- **What you are asked to do**
The data below should be printed in full, exactly, and without any of its images.
-- Given information follows --
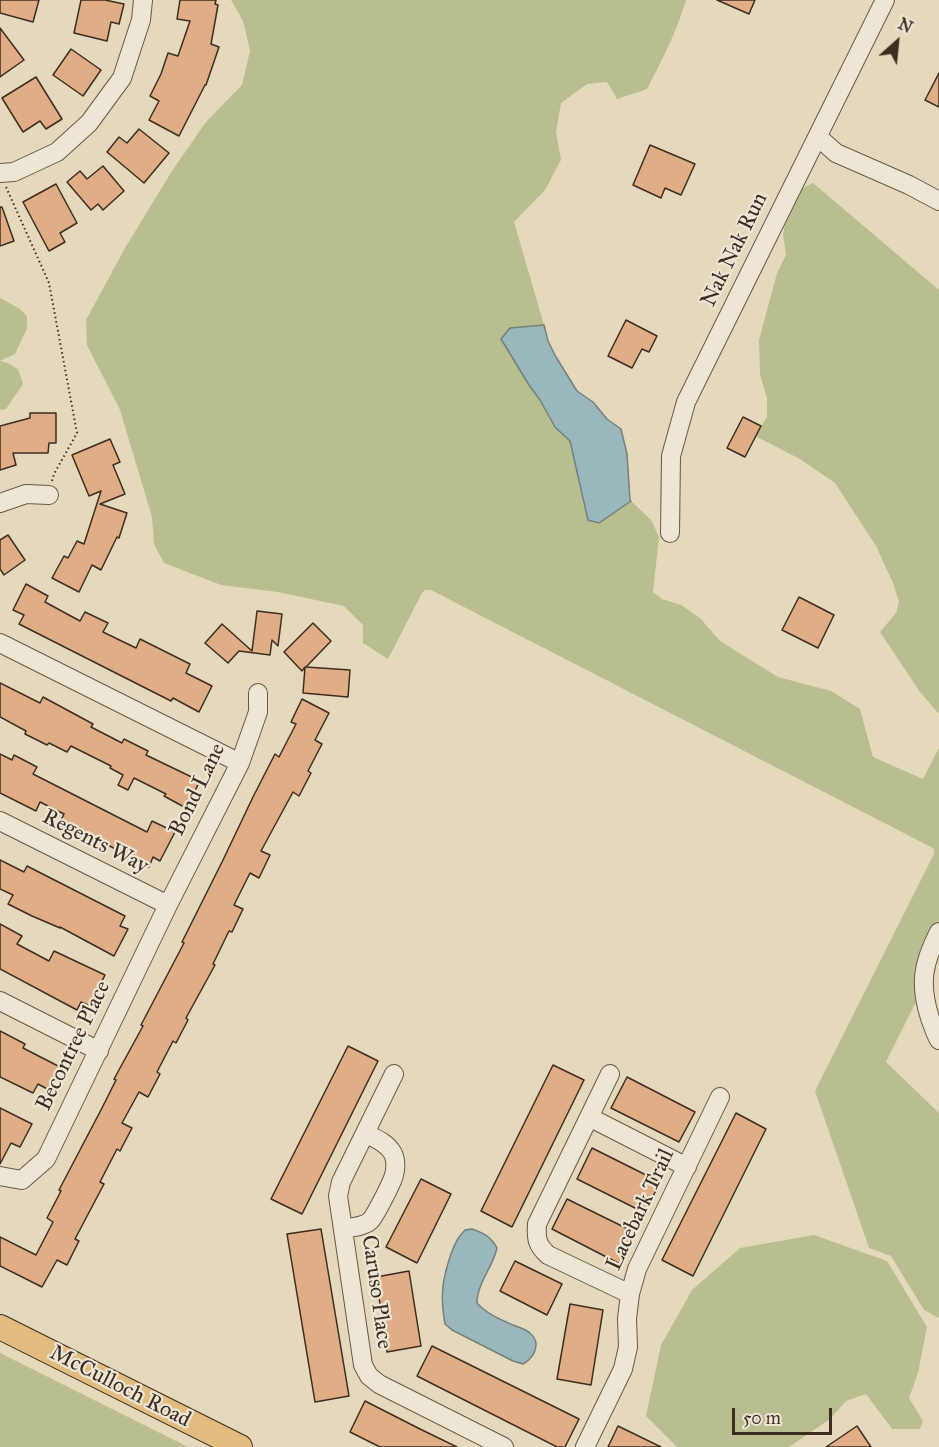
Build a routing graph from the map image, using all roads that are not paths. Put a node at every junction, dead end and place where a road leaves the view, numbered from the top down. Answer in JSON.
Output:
{"nodes":[{"id":1,"x":143,"y":0,"type":"edge"},
{"id":2,"x":885,"y":0,"type":"edge"},
{"id":3,"x":818,"y":137,"type":"junction"},
{"id":4,"x":0,"y":173,"type":"edge"},
{"id":5,"x":939,"y":201,"type":"edge"},
{"id":6,"x":49,"y":495,"type":"road end"},
{"id":7,"x":0,"y":503,"type":"edge"},
{"id":8,"x":670,"y":533,"type":"dead end"},
{"id":9,"x":0,"y":643,"type":"edge"},
{"id":10,"x":258,"y":693,"type":"dead end"},
{"id":11,"x":240,"y":763,"type":"junction"},
{"id":12,"x":0,"y":821,"type":"edge"},
{"id":13,"x":168,"y":905,"type":"junction"},
{"id":14,"x":939,"y":932,"type":"edge"},
{"id":15,"x":932,"y":968,"type":"edge"},
{"id":16,"x":0,"y":1001,"type":"edge"},
{"id":17,"x":939,"y":1040,"type":"edge"},
{"id":18,"x":99,"y":1051,"type":"junction"},
{"id":19,"x":394,"y":1074,"type":"dead end"},
{"id":20,"x":610,"y":1074,"type":"dead end"},
{"id":21,"x":720,"y":1097,"type":"dead end"},
{"id":22,"x":589,"y":1117,"type":"junction"},
{"id":23,"x":365,"y":1133,"type":"junction"},
{"id":24,"x":687,"y":1167,"type":"junction"},
{"id":25,"x":0,"y":1176,"type":"edge"},
{"id":26,"x":343,"y":1229,"type":"junction"},
{"id":27,"x":630,"y":1294,"type":"junction"},
{"id":28,"x":0,"y":1327,"type":"edge"},
{"id":29,"x":240,"y":1447,"type":"edge"},
{"id":30,"x":504,"y":1447,"type":"edge"},
{"id":31,"x":585,"y":1447,"type":"edge"}],
"edges":[{"from":1,"to":4,"type":"street"},
{"from":2,"to":3,"type":"street","name":"Nak Nak Run"},
{"from":3,"to":5,"type":"street"},
{"from":3,"to":8,"type":"street","name":"Nak Nak Run"},
{"from":6,"to":7,"type":"street"},
{"from":9,"to":11,"type":"street"},
{"from":10,"to":11,"type":"street","name":"Bond Lane"},
{"from":11,"to":13,"type":"street","name":"Bond Lane"},
{"from":12,"to":13,"type":"street","name":"Regents Way"},
{"from":13,"to":18,"type":"street","name":"Becontree Place"},
{"from":14,"to":15,"type":"street"},
{"from":15,"to":17,"type":"street"},
{"from":16,"to":18,"type":"street"},
{"from":18,"to":25,"type":"street","name":"Becontree Place"},
{"from":19,"to":23,"type":"street","name":"Caruso Place"},
{"from":20,"to":22,"type":"street"},
{"from":21,"to":24,"type":"street","name":"Lacebark Trail"},
{"from":22,"to":24,"type":"street"},
{"from":22,"to":27,"type":"street"},
{"from":23,"to":26,"type":"street","name":"Caruso Place"},
{"from":23,"to":26,"type":"street"},
{"from":24,"to":27,"type":"street","name":"Lacebark Trail"},
{"from":26,"to":30,"type":"street","name":"Caruso Place"},
{"from":27,"to":31,"type":"street","name":"Lacebark Trail"},
{"from":28,"to":29,"type":"main road","name":"McCulloch Road"}]}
-- Given information concluded --
- **Written response**
Build a routing graph from the map image, using all roads that are not paths. Put a node at every junction, dead end and place where a road leaves the view, numbered from the top down. Answer in JSON.
Output:
{"nodes":[{"id":1,"x":143,"y":0,"type":"edge"},
{"id":2,"x":885,"y":0,"type":"edge"},
{"id":3,"x":818,"y":137,"type":"junction"},
{"id":4,"x":0,"y":173,"type":"edge"},
{"id":5,"x":939,"y":201,"type":"edge"},
{"id":6,"x":49,"y":495,"type":"road end"},
{"id":7,"x":0,"y":503,"type":"edge"},
{"id":8,"x":670,"y":533,"type":"dead end"},
{"id":9,"x":0,"y":643,"type":"edge"},
{"id":10,"x":258,"y":693,"type":"dead end"},
{"id":11,"x":240,"y":763,"type":"junction"},
{"id":12,"x":0,"y":821,"type":"edge"},
{"id":13,"x":168,"y":905,"type":"junction"},
{"id":14,"x":939,"y":932,"type":"edge"},
{"id":15,"x":932,"y":968,"type":"edge"},
{"id":16,"x":0,"y":1001,"type":"edge"},
{"id":17,"x":939,"y":1040,"type":"edge"},
{"id":18,"x":99,"y":1051,"type":"junction"},
{"id":19,"x":394,"y":1074,"type":"dead end"},
{"id":20,"x":610,"y":1074,"type":"dead end"},
{"id":21,"x":720,"y":1097,"type":"dead end"},
{"id":22,"x":589,"y":1117,"type":"junction"},
{"id":23,"x":365,"y":1133,"type":"junction"},
{"id":24,"x":687,"y":1167,"type":"junction"},
{"id":25,"x":0,"y":1176,"type":"edge"},
{"id":26,"x":343,"y":1229,"type":"junction"},
{"id":27,"x":630,"y":1294,"type":"junction"},
{"id":28,"x":0,"y":1327,"type":"edge"},
{"id":29,"x":240,"y":1447,"type":"edge"},
{"id":30,"x":504,"y":1447,"type":"edge"},
{"id":31,"x":585,"y":1447,"type":"edge"}],
"edges":[{"from":1,"to":4,"type":"street"},
{"from":2,"to":3,"type":"street","name":"Nak Nak Run"},
{"from":3,"to":5,"type":"street"},
{"from":3,"to":8,"type":"street","name":"Nak Nak Run"},
{"from":6,"to":7,"type":"street"},
{"from":9,"to":11,"type":"street"},
{"from":10,"to":11,"type":"street","name":"Bond Lane"},
{"from":11,"to":13,"type":"street","name":"Bond Lane"},
{"from":12,"to":13,"type":"street","name":"Regents Way"},
{"from":13,"to":18,"type":"street","name":"Becontree Place"},
{"from":14,"to":15,"type":"street"},
{"from":15,"to":17,"type":"street"},
{"from":16,"to":18,"type":"street"},
{"from":18,"to":25,"type":"street","name":"Becontree Place"},
{"from":19,"to":23,"type":"street","name":"Caruso Place"},
{"from":20,"to":22,"type":"street"},
{"from":21,"to":24,"type":"street","name":"Lacebark Trail"},
{"from":22,"to":24,"type":"street"},
{"from":22,"to":27,"type":"street"},
{"from":23,"to":26,"type":"street","name":"Caruso Place"},
{"from":23,"to":26,"type":"street"},
{"from":24,"to":27,"type":"street","name":"Lacebark Trail"},
{"from":26,"to":30,"type":"street","name":"Caruso Place"},
{"from":27,"to":31,"type":"street","name":"Lacebark Trail"},
{"from":28,"to":29,"type":"main road","name":"McCulloch Road"}]}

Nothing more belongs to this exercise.